Peki etrafınızdakiler size baskı yapmıyor muydu? Ayrılın demiyorlar mıydı?

- Bana ne insanlardan. Benim insanlara olan bir tek görevim var: Filmdeki rolümü iyi canlandırmak, sahnede iyi konser vermek. Bunun dışında kimseye hesap vermek zorunda değilim.

İmajınızın olumsuz yönde etkilenmesini sorun etmez misiniz?

- Ben imaj için özel hayatımı bozar mıyım hiç? Bana ne imajdan.

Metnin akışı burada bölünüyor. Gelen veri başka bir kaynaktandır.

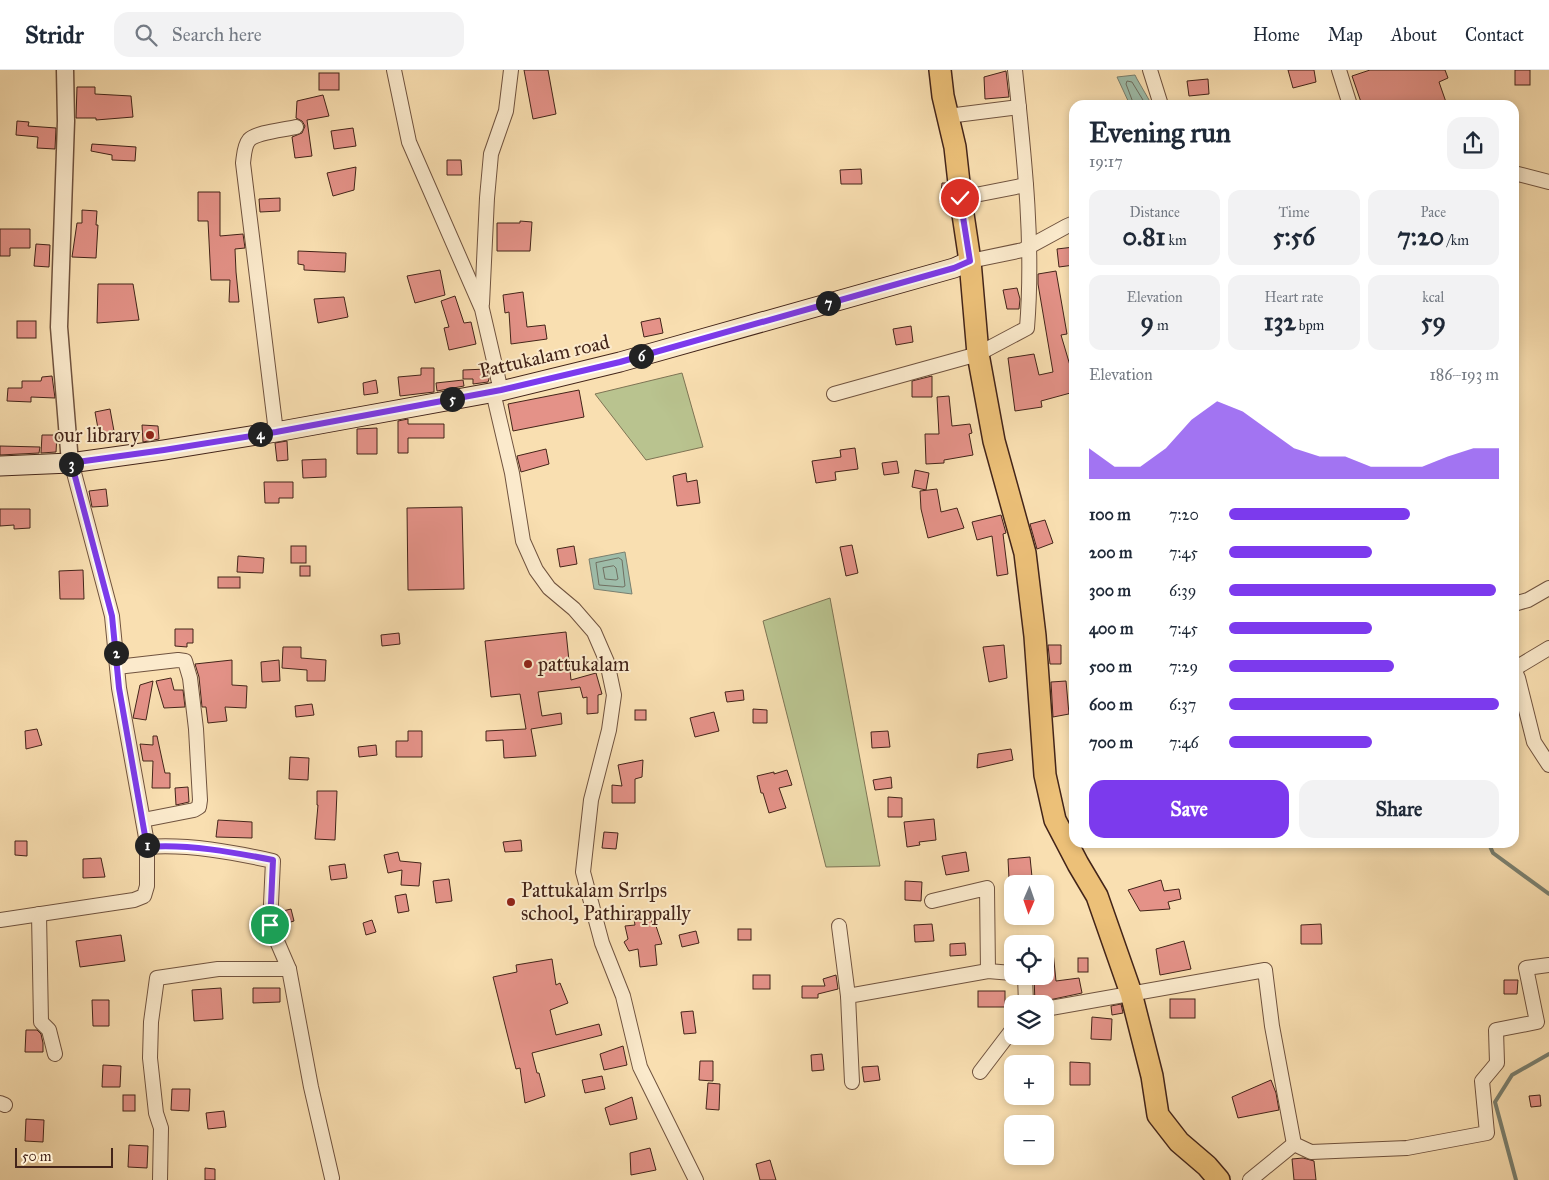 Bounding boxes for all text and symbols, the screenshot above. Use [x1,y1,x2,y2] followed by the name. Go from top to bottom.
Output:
[114,12,464,57] search box
[25,20,84,50] text: Stridr
[132,21,160,49] icon: search
[172,23,262,46] text: Search here
[1253,24,1300,46] text: Home
[1328,24,1363,46] text: Map
[1391,24,1437,46] text: About
[1465,24,1524,46] text: Contact
[1089,115,1231,150] text: Evening run
[1447,117,1499,169] button: share
[1089,152,1123,171] text: 19:17
[939,177,981,219] pin
[946,184,974,212] icon: check
[1130,204,1180,221] text: Distance
[1278,204,1309,221] text: Time
[1421,204,1446,221] text: Pace
[1123,221,1165,252] text: 0.81
[1273,221,1315,252] text: 5:56
[1398,221,1444,252] text: 7:20
[1165,232,1187,249] text: km
[1444,232,1469,249] text: /km
[1127,289,1182,306] text: Elevation
[1265,289,1323,306] text: Heart rate
[1422,289,1444,306] text: kcal
[816,290,840,316] pin: 7
[825,295,832,312] text: 7
[1141,306,1154,337] text: 9
[1264,306,1296,337] text: 132
[1421,306,1446,337] text: 59
[1154,317,1169,334] text: m
[1296,317,1324,334] text: bpm
[476,329,612,383] street label: Pattukalam road
[628,344,654,368] pin: 6
[638,348,645,365] text: 6
[1089,365,1153,384] text: Elevation
[1430,365,1499,384] text: 186–193 m
[440,386,464,412] pin: 5
[449,391,456,408] text: 5
[248,422,272,446] pin: 4
[54,423,141,447] place label: our library
[257,426,264,443] text: 4
[144,429,156,441] marker: our library
[58,452,84,476] pin: 3
[69,456,74,473] text: 3
[1089,505,1131,524] text: 100 m
[1169,505,1199,524] text: 7:20
[1089,543,1132,562] text: 200 m
[1169,543,1198,562] text: 7:45
[1089,581,1131,600] text: 300 m
[1169,581,1196,600] text: 6:39
[1089,619,1133,638] text: 400 m
[1169,619,1198,638] text: 7:45
[104,640,128,666] pin: 2
[113,645,120,662] text: 2
[537,652,630,676] place label: pattukalam
[1089,657,1132,676] text: 500 m
[1169,657,1198,676] text: 7:29
[522,658,534,670] marker: pattukalam
[1089,695,1133,714] text: 600 m
[1169,695,1196,714] text: 6:37
[1089,733,1133,752] text: 700 m
[1169,733,1199,752] text: 7:46
[1089,780,1289,838] button: Save
[1299,780,1499,838] button: Share
[134,832,160,858] pin: 1
[145,837,150,854] text: 1
[1004,875,1054,925] north arrow
[1004,875,1054,1165] map controls
[521,878,691,925] place label: Pattukalam Srrlps school, Pathirappally
[505,896,517,908] marker: Pattukalam Srrlps school, Pathirappally
[249,904,291,946] pin
[256,911,284,939] icon: arrive
[1004,935,1054,985] button: locate
[1004,995,1054,1045] button: layers
[1004,1055,1054,1105] button: +
[1004,1115,1054,1165] button: −
[15,1145,112,1168] scale bar
[22,1148,51,1165] text: 50 m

Benim önce mutluluğum önemli.

Sokakta hayranlarınızda karşılıyorsunuz. Onlar size ‘Hülya Hanım neden boşandınız’ ya da ‘Neden boşanmıyorsunuz’ filan demezler mi? Onlara ‘Size ne kardeşim’ mi diyorsunuz?

- Şöyle diyorum: Teşekkür ederim düşünceleriniz için. Ama özel hayatım bana kalsın. Böyle diyorum ve gidiyorum. Yani başkalarının benim hayatımı yönlendirmelerine asla izin vermem.

Bundan sonra ne yapacaksınız? Yine evlenebilir misiniz?

- Hayatımda mutlaka bir erkeğin olması gerekmiyor. Birtakım şeyler söyleniyor; ‘Ayrıldı, şimdi kim bilir kimler çıkacak karşısına? Kimler rahatsız edecek’ şeklinde. Böyle bir şeye izin vermem. Ama yarın ne olur bilemiyorum. Hayat bu belli olmaz. Evlenebilirim de, hiç evlenmeyebilirim de.

Sadık erkek, mecburiyetten sadıktır

Eşiniz sevgi ve saygıyı eksiltmemek koşuluyla neler yapabilirdi?

- Kaçamak yapabilirdi. Yurtdışına gidebilirdi.

Kaçamaklar yaptı. O zaman neden sorun ettiniz?

- Kimse bilmeden yapmalıydı. Kimse bilmeden. Hatta ben bile bunu hissetmemeliydim.

SADAKATİN ÖNEMİ

Ama bu durumda bir evlilik için çok önemli olan ‘sadakat’ ne olacak? Evlilik kararı alındığında verilen o sadakat yeminini ne yapacağız? Sadakatin hiç mi önemi yok?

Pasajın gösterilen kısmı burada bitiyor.